··· DATASET ENTRIES ···

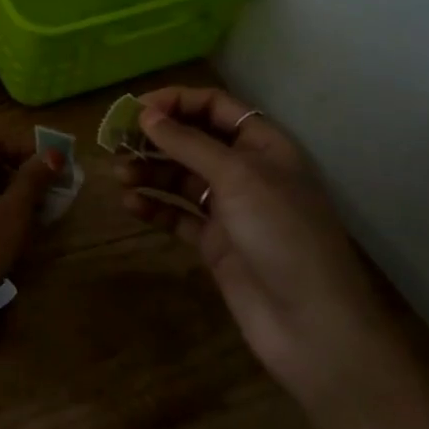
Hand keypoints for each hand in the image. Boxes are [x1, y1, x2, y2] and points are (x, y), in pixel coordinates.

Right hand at [119, 85, 406, 420]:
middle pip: (193, 140)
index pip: (215, 106)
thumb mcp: (237, 177)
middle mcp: (247, 171)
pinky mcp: (216, 243)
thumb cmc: (282, 234)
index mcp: (263, 145)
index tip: (136, 109)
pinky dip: (155, 206)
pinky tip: (132, 205)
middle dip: (155, 138)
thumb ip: (188, 143)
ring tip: (119, 175)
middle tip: (115, 141)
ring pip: (180, 176)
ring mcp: (231, 209)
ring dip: (149, 171)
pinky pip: (178, 214)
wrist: (313, 327)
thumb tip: (145, 113)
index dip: (175, 101)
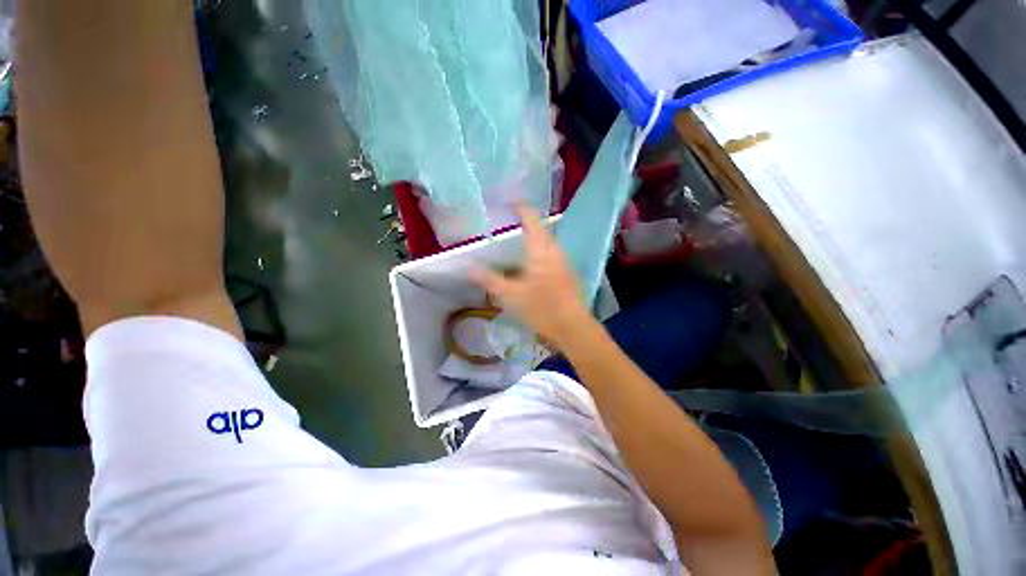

···

[HOW TO COMPLETE THIS TASK]: Go through the listing above and copy each line in which the string "thumb" is found.

[OUTPUT FOR THIS TASK]:
thumb mcp: (237, 177)
thumb cmc: (282, 234)
thumb ip: (188, 143)
thumb tip: (145, 113)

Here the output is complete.